The Stellenbosch launch of Poverty & Inequality: Diagnosis, Prognosis, Responses

CATEGORY: Office of the CEO
DATE: 26 July 2019
AUTHOR: Antoinette Oosthuizen

Responding to poverty and inequality in South Africa requires more than focussing on the structural aspects of the economy. The humiliation that generations of South Africans were subjected to during apartheid has had a psychological impact that still affects people’s efforts to transition out of poverty. Sociologists need to understand this, HSRC CEO Prof Crain Soudien said during the launch of the book Poverty & Inequality: Diagnosis, Prognosis, Responses at Stellenbosch University (SU) on 23 July.

More than two decades after South Africa’s transition to democracy, poverty and inequality is still a major challenge in the country. Many of the structural causes have been measured and analysed, but understanding the psychological impact of subjection is complicated. It is a field of work that social scientists should pay more attention to, also to inform new policy approaches, Soudien said.

In one of the book’s chapters, Prof Göran Therborn, a former professor in sociology from Cambridge University, wrote that the roots of inequality are not only political or economic, but personal and psychological. The humiliation caused by subjection during apartheid has had a profound impact on self-esteem and how people conduct themselves, an effect which Therborn describes as “existential inequality”. Soudien quoted from Therborn’s book The Killing Fields: “When existential inequality is no longer backed up by strong norms of difference and by stark resource inequality, the reaction tends to be explosive. A great deal of contemporary youth violence in the rich countries seems to arise out of perceptions of non-respect. Existential humiliation is not to be played with.”

Professors Ingrid Woolard, Crain Soudien, Usuf Chikte, and Sandra Liebenberg during the launch of the book Poverty & Inequality: Diagnosis, Prognosis, Responses at Stellenbosch University on 23 July.

Prof Sandra Liebenberg, who holds the HF Oppenheimer chair in human rights at SU’s faculty of law, focussed on poverty and inequality from a human rights perspective, saying that access to many of the material goods that people need to survive in modern democracies is enshrined in South Africa’s Bill of Rights.

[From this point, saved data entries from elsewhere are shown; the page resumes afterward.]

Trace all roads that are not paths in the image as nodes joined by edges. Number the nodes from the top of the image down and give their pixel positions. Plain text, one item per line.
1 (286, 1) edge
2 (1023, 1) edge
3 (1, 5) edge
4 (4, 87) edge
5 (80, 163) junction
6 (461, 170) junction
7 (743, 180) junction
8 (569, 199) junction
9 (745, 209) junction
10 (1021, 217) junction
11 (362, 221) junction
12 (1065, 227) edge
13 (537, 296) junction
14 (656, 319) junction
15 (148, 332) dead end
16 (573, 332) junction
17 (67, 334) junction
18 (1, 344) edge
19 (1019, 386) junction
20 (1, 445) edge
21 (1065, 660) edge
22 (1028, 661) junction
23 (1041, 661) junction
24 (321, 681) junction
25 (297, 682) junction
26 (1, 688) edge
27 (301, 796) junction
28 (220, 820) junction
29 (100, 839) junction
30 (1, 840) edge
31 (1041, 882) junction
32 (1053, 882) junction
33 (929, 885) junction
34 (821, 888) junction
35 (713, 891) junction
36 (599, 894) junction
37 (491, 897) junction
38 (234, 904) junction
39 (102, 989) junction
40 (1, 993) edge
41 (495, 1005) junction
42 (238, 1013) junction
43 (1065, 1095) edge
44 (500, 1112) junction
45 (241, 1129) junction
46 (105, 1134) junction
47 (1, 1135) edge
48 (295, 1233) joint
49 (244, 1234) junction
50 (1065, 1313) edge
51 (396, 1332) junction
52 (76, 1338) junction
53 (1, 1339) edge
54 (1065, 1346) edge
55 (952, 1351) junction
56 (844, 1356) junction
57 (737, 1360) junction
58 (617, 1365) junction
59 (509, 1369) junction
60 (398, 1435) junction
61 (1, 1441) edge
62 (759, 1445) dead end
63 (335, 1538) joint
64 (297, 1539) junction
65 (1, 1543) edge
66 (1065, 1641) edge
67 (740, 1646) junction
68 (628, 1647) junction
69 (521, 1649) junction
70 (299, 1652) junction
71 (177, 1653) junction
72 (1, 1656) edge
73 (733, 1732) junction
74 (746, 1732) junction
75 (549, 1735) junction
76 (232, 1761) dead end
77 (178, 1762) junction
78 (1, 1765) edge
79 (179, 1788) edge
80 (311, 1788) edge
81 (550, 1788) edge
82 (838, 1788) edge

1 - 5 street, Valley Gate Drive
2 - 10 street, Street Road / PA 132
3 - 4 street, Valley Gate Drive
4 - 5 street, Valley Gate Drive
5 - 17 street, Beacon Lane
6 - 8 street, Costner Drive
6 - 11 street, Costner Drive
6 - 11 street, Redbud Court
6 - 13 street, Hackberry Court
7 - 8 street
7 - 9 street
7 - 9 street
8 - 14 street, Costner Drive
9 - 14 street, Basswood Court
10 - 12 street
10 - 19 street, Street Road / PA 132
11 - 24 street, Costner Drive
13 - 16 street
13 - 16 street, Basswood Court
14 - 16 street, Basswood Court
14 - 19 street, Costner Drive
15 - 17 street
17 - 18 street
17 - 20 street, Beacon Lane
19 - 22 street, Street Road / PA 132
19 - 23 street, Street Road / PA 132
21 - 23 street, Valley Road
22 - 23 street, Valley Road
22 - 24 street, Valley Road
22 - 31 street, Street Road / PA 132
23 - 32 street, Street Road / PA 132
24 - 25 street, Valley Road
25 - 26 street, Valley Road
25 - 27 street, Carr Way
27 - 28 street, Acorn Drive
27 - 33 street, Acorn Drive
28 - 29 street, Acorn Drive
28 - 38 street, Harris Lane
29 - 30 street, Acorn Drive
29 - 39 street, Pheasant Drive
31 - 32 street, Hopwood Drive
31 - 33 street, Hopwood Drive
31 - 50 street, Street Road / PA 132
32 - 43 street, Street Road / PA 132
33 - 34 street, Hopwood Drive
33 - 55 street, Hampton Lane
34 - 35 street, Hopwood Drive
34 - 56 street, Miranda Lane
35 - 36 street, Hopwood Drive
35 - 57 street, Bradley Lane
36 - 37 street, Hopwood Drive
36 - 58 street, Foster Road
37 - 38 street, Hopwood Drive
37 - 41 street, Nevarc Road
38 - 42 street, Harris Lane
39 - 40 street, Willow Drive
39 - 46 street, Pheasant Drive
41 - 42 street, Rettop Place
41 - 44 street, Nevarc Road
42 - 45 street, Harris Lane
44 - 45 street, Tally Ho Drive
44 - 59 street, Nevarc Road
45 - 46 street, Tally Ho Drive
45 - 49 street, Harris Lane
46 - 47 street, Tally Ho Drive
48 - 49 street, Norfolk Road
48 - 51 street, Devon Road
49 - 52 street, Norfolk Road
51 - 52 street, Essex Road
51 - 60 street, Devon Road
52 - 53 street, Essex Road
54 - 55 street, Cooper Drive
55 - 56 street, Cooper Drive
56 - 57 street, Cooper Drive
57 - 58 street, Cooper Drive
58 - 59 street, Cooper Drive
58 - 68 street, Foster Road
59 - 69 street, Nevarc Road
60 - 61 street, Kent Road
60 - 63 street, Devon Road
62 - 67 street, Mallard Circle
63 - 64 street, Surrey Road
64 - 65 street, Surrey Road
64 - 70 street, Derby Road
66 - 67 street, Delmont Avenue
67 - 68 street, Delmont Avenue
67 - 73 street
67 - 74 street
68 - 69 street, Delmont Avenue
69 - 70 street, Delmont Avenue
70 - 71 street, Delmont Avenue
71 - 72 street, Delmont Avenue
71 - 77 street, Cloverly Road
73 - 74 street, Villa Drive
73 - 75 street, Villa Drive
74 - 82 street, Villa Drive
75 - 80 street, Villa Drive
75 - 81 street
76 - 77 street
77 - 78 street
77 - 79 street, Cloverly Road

Examples include housing and land, food, water, the air we breathe, social security, education and healthcare. By conceptualising economic and social deprivation and exclusion as matters of rights, the focus shifts from politics and economics to questions of legal accountability. “It raises questions as to what are the standards by which we can hold public and private actors to account for failing to realise socioeconomic rights? What are the forums and the institutional capacity through which people can seek redress if their rights are violated? And what are the kind of remedies that can be sought in these forums?”
Liebenberg welcomed the fact that some chapters in Poverty & Inequality address these questions, particularly from the perspective of the courts, the Human Rights Commission and other agencies of accountability in the society.

Prof Usuf Chikte, head of the Department of Global Health at SU’s Faculty of Medicine and Health Sciences, emphasised the need for more concrete responses, in addition to understanding the causes of poverty and inequality. He said that the structural aspects remain important, quoting the historian Colin Bundy who said that recognising inequality as a problem involves recognising the need for structural change, for sacrifices by the majority: “It also involves approving categories of social welfare which have hitherto been disproved of. In short, it means a painful war.”

*A range of academics and experts contributed chapters to Poverty & Inequality: Diagnosis, Prognosis, Responses, which was edited by Soudien, Prof Vasu Reddy, dean at the University of Pretoria’s Faculty of Humanities, and Prof Ingrid Woolard, dean at SU's Faculty of Economic and Management Sciences. The Stellenbosch book launch was chaired by Prof Servaas van der Berg of Research on Socio-Economic Policy at SU’s Department of Economics.